Canadian police have identified 33-year-old Justin Jun Lin as the man brutally killed and then dismembered sometime last week
Canadian police have identified 33-year-old Justin Jun Lin as the man brutally killed and then dismembered sometime last week
Photo by Canadian Press

Police in Canada confirmed a Chinese student studying in Montreal had dated a porn actor who killed him and sent his body parts to the country’s top political parties.

Justin Jun Lin, a 33 year-old from the central Chinese city of Wuhan, has been identified as the victim of suspected bisexual killer Luka Rocco Magnotta, now on Interpol's wanted-persons list, police said in a statement on Friday (1 June).

A missing person's report posted on the Montreal Chinese consulate-general's website said friends and family had lost contact with Lin on May 24 - around the time police believe Magnotta killed a man and filmed the murder inside his second-floor apartment in west-end Montreal.

A headless, limbless torso was discovered in a suitcase behind the rundown apartment building on Tuesday, the same day parts of the same body (a hand and a foot) were mailed to the ruling Conservative Party and the Liberal Party of Canada.

The murder footage was posted on a website that specialises in gore, showing a man stabbing another with an ice pick while the victim lies naked and tied up. A song from the film American Psycho plays in the background.

Magnotta, born Eric Newman, is believed to have fled for France on May 26 but there was also a possibility that he could have returned to Canada under a false identity, or in disguise. Authorities in Monaco were forced on Friday (1 June) to quash rumours that they had arrested him.

Lin, who first came to Canada in 2010 and settled down permanently last July to do computer studies at Concordia University, was described by his boss as a model employee who had never missed a shift and by another convenience store owner as a responsible, polite cashier. His friends in Montreal are said to be in denial.

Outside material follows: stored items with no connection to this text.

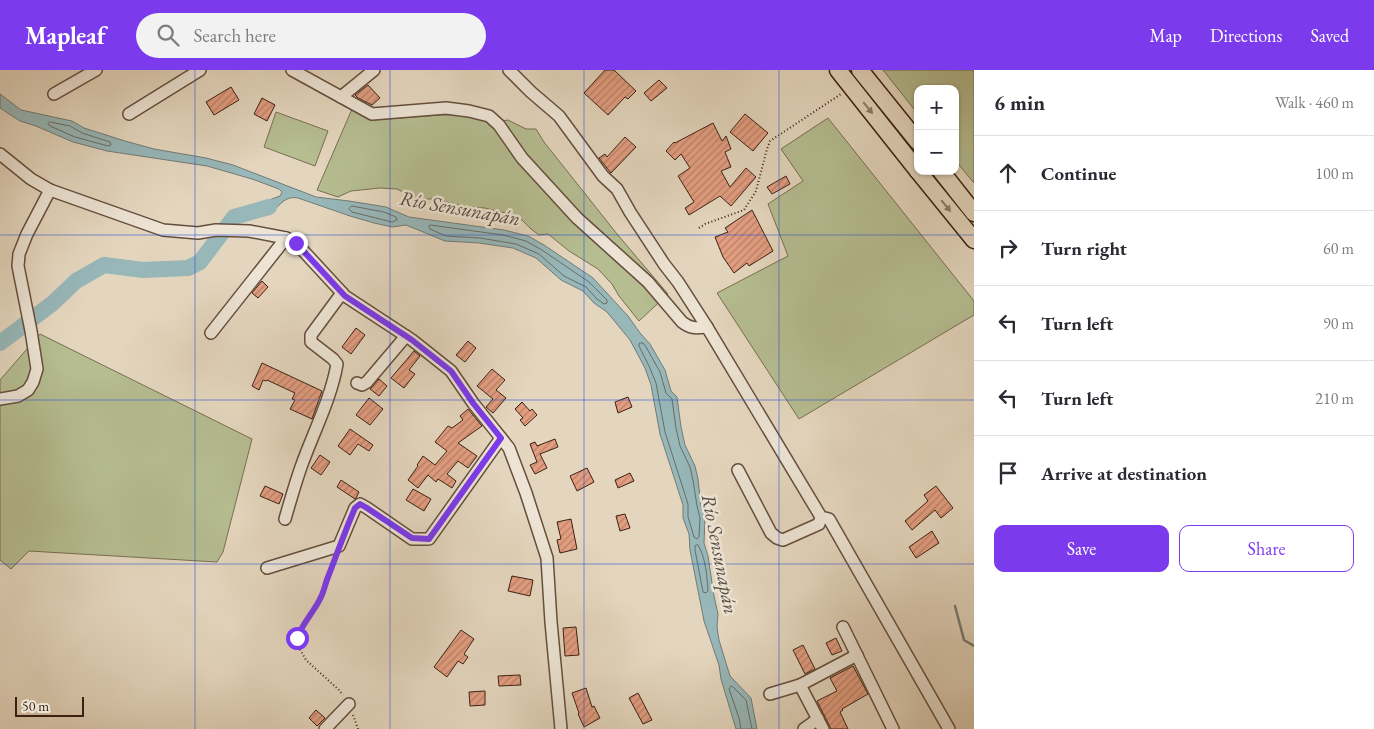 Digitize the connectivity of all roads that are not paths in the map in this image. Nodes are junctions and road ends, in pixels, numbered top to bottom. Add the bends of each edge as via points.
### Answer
1 (96, 70) edge
2 (200, 70) edge
3 (292, 70) edge
4 (374, 70) edge
5 (509, 70) edge
6 (838, 70) edge
7 (860, 70) edge
8 (54, 94) dead end
9 (341, 97) junction
10 (128, 114) dead end
11 (914, 137) edge
12 (0, 154) edge
13 (914, 166) edge
14 (921, 175) edge
15 (944, 175) edge
16 (50, 190) junction
17 (974, 213) edge
18 (286, 238) junction
19 (974, 240) edge
20 (342, 293) junction
21 (707, 327) junction
22 (211, 334) dead end
23 (406, 336) junction
24 (357, 383) dead end
25 (0, 399) edge
26 (501, 438) junction
27 (738, 470) dead end
28 (821, 518) junction
29 (285, 519) dead end
30 (267, 568) dead end
31 (844, 627) dead end
32 (857, 655) junction
33 (800, 685) junction
34 (770, 694) dead end
35 (349, 704) road end
36 (820, 724) edge
37 (325, 729) edge
38 (561, 729) edge
39 (804, 729) edge
40 (893, 729) edge
41 (949, 729) edge

1 - 8 street
2 - 10 street
3 - 9 street
4 - 9 street
5 - 21 street via 559,116 603,176 617,189
6 -> 13 highway
7 - 11 highway
9 - 21 street via 372,114 446,108 489,116 577,218 648,282 687,327
12 - 16 street
14 -> 19 highway
15 - 17 highway
16 - 18 street via 164,230 198,233 249,231
16 - 25 street via 27,234 18,266 37,369 28,390 18,396
18 - 20 street via 296,243
18 - 22 street
20 - 23 street
20 - 29 street via 311,336 311,342 337,364
21 - 28 street
23 - 24 street via 367,382
23 - 26 street via 451,371
26 - 30 street via 429,539 412,538 360,504 355,508 339,546
26 - 38 street via 509,448 523,484 547,558
27 - 28 street via 777,538 783,540 819,524
28 - 41 street via 829,519
31 - 32 street
32 - 33 street
32 - 40 street
33 - 34 street
33 - 36 street
35 - 37 street
36 - 39 street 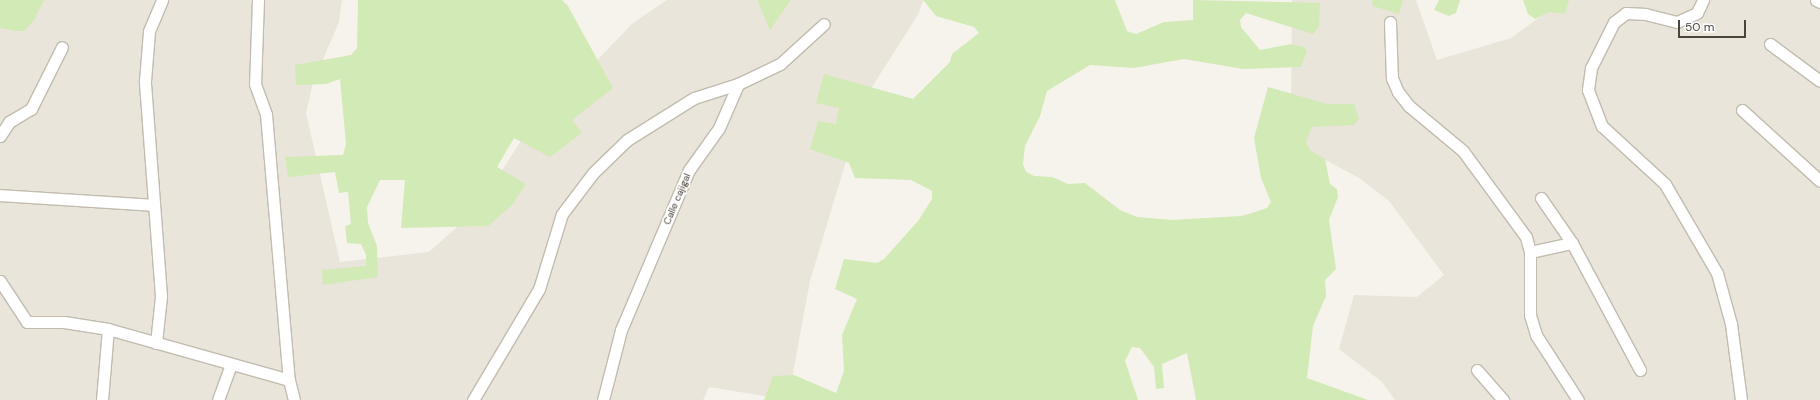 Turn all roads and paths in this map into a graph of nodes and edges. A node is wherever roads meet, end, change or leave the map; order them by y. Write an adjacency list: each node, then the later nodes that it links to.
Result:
1 (162, 0): 17 (street)
2 (258, 0): 26 (street)
3 (1703, 0): 34 (street)
4 (1816, 0): 5 (street)
5 (1820, 2)
6 (1390, 22): 19 (street)
7 (824, 24): 11 (street)
8 (1770, 44): 10 (street)
9 (62, 46): 13 (street)
10 (1820, 82)
11 (738, 84): 30 (street); 31 (street, Calle cajigal)
12 (1742, 110): 14 (street)
13 (0, 136)
14 (1820, 181)
15 (0, 195): 17 (street)
16 (1541, 198): 18 (street)
17 (154, 205): 22 (street)
18 (1572, 243): 19 (street); 25 (street)
19 (1530, 252): 33 (street)
20 (0, 281): 21 (street)
21 (108, 329): 22 (street); 27 (street)
22 (156, 343): 23 (street)
23 (231, 364): 26 (street); 28 (street)
24 (1477, 370): 32 (street)
25 (1640, 370)
26 (289, 380): 29 (street)
27 (102, 400)
28 (218, 400)
29 (294, 400)
30 (473, 400)
31 (603, 400)
32 (1503, 400)
33 (1578, 400)
34 (1741, 400) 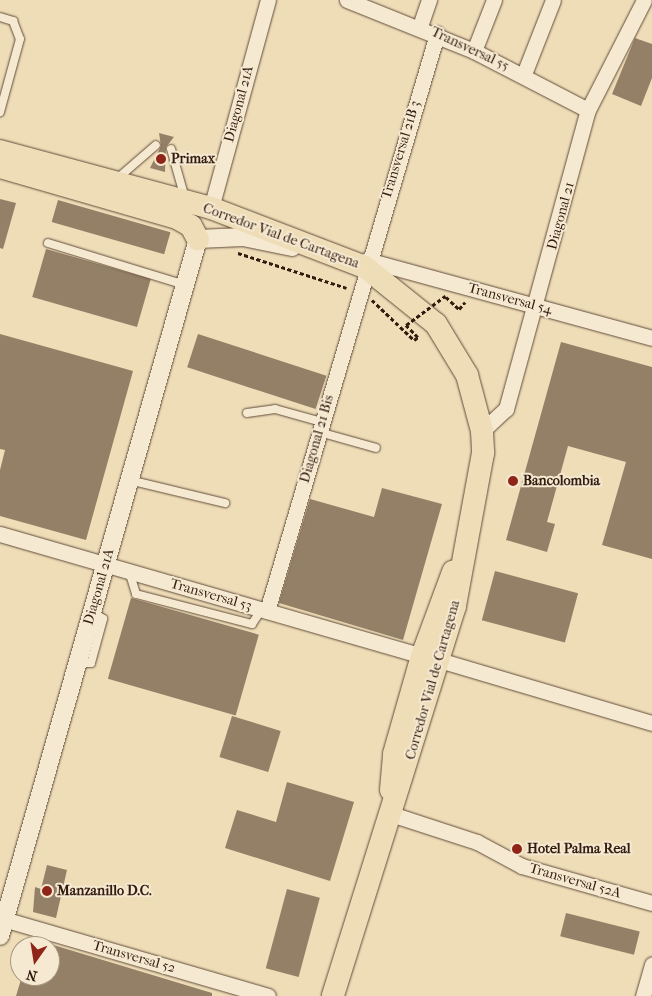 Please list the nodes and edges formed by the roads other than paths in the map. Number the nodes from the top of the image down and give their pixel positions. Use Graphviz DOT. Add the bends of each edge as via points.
graph roads {
  1 [pos="268,0"];
  2 [pos="347,0"];
  3 [pos="429,0"];
  4 [pos="494,0"];
  5 [pos="553,0"];
  6 [pos="644,0"];
  7 [pos="0,17"];
  8 [pos="420,26"];
  9 [pos="437,34"];
  10 [pos="474,50"];
  11 [pos="524,74"];
  12 [pos="588,110"];
  13 [pos="0,112"];
  14 [pos="156,145"];
  15 [pos="171,149"];
  16 [pos="0,151"];
  17 [pos="0,167"];
  18 [pos="112,183"];
  19 [pos="186,202"];
  20 [pos="211,208"];
  21 [pos="198,239"];
  22 [pos="48,243"];
  23 [pos="336,255"];
  24 [pos="366,263"];
  25 [pos="185,285"];
  26 [pos="535,306"];
  27 [pos="652,338"];
  28 [pos="246,413"];
  29 [pos="320,427"];
  30 [pos="482,431"];
  31 [pos="376,448"];
  32 [pos="129,480"];
  33 [pos="225,503"];
  34 [pos="0,534"];
  35 [pos="105,564"];
  36 [pos="264,610"];
  37 [pos="430,658"];
  38 [pos="652,723"];
  39 [pos="388,814"];
  40 [pos="652,902"];
  41 [pos="2,924"];
  42 [pos="652,964"];
  43 [pos="268,996"];
  44 [pos="333,996"];
  45 [pos="643,996"];
  1 -- 20 [label="street, Diagonal 21A"];
  2 -- 8 [label="street, Transversal 55"];
  3 -- 8 [label="street"];
  4 -- 10 [label="street"];
  5 -- 11 [label="street"];
  6 -- 12 [label="street, Diagonal 21"];
  7 -- 13 [label="lane" via="13,20 20,39"];
  8 -- 9 [label="street, Transversal 55"];
  9 -- 10 [label="street, Transversal 55"];
  9 -- 24 [label="street, Transversal 21B 3"];
  10 -- 11 [label="street, Transversal 55"];
  11 -- 12 [label="street, Transversal 55"];
  12 -- 26 [label="street, Diagonal 21"];
  14 -- 18 [label="lane"];
  15 -- 19 [label="lane"];
  16 -- 18 [label="main road, Corredor Vial de Cartagena"];
  17 -- 21 [label="main road, Corredor Vial de Cartagena" via="177,218 191,226"];
  18 -- 19 [label="main road, Corredor Vial de Cartagena"];
  19 -- 20 [label="main road, Corredor Vial de Cartagena"];
  20 -- 23 [label="main road, Corredor Vial de Cartagena"];
  21 -- 23 [label="street" via="243,237"];
  21 -- 25 [label="street, Diagonal 21A"];
  22 -- 25 [label="lane"];
  23 -- 24 [label="main road, Corredor Vial de Cartagena"];
  24 -- 26 [label="street, Transversal 54"];
  24 -- 29 [label="street, Diagonal 21 Bis"];
  24 -- 30 [label="main road, Corredor Vial de Cartagena" via="414,302 453,348 467,374"];
  25 -- 32 [label="street, Diagonal 21A"];
  26 -- 27 [label="street, Transversal 54"];
  26 -- 30 [label="street, Diagonal 21" via="506,409"];
  28 -- 29 [label="lane" via="275,409"];
  29 -- 31 [label="lane"];
  29 -- 36 [label="street, Diagonal 21 Bis"];
  30 -- 37 [label="main road, Corredor Vial de Cartagena" via="481,471 465,544"];
  32 -- 33 [label="lane"];
  32 -- 35 [label="street, Diagonal 21A"];
  34 -- 35 [label="street, Transversal 53"];
  35 -- 36 [label="street, Transversal 53"];
  35 -- 41 [label="street, Diagonal 21A"];
  36 -- 37 [label="street, Transversal 53"];
  37 -- 38 [label="street, Transversal 53"];
  37 -- 39 [label="main road, Corredor Vial de Cartagena" via="394,754"];
  39 -- 40 [label="street, Transversal 52A" via="477,842 522,866"];
  39 -- 44 [label="main road, Corredor Vial de Cartagena"];
  41 -- 43 [label="street, Transversal 52"];
  42 -- 45 [label="street"];
} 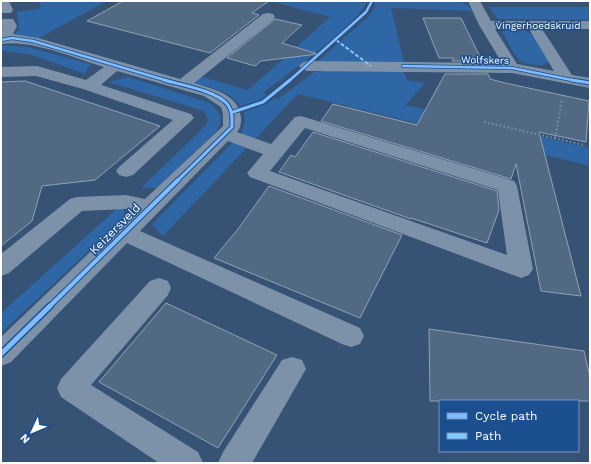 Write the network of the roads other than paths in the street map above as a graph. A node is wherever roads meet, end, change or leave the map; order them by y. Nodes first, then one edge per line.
1 (474, 1) edge
2 (268, 17) dead end
3 (3, 23) edge
4 (486, 25) junction
5 (533, 25) junction
6 (590, 25) edge
7 (115, 66) junction
8 (307, 66) dead end
9 (512, 68) junction
10 (1, 72) edge
11 (566, 78) junction
12 (590, 83) edge
13 (182, 85) junction
14 (89, 86) junction
15 (225, 134) junction
16 (275, 152) junction
17 (126, 171) dead end
18 (151, 208) junction
19 (125, 233) junction
20 (1, 267) edge
21 (159, 288) dead end
22 (351, 336) dead end
23 (1, 354) edge
24 (292, 369) dead end
25 (187, 463) edge
26 (234, 463) edge

1 - 4 street
2 - 13 street
3 - 7 street, Keizersveld
4 - 5 street, Vingerhoedskruid
4 - 9 street
5 - 6 street, Vingerhoedskruid
5 - 11 street
7 - 13 street, Keizersveld
7 - 14 street
8 - 9 street, Wolfskers
9 - 11 street, Wolfskers
10 - 14 street
11 - 12 street, Wolfskers
13 - 15 street, Keizersveld
14 - 17 street
15 - 16 street
15 - 18 street, Keizersveld
16 - 16 street
18 - 19 street, Keizersveld
18 - 20 street
19 - 22 street
19 - 23 street, Keizersveld
21 - 25 street
24 - 26 street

Netizens have flooded Lin's Weibo, China's Twitter, which was last updated on 16 May, with thousands of condolence messages.

Weibo user Mongolzhamu, a friend of Lin, keeps recounting with sadness their time together, but he has turned a request for interview from the Chinese press.

'The deceased has left. Let's not disturb him anymore,' he wrote. 'Think for his parents. They will be even more broken to see any report.

'If you really have to write something, let's say be careful with making friends, no matter when,' he added.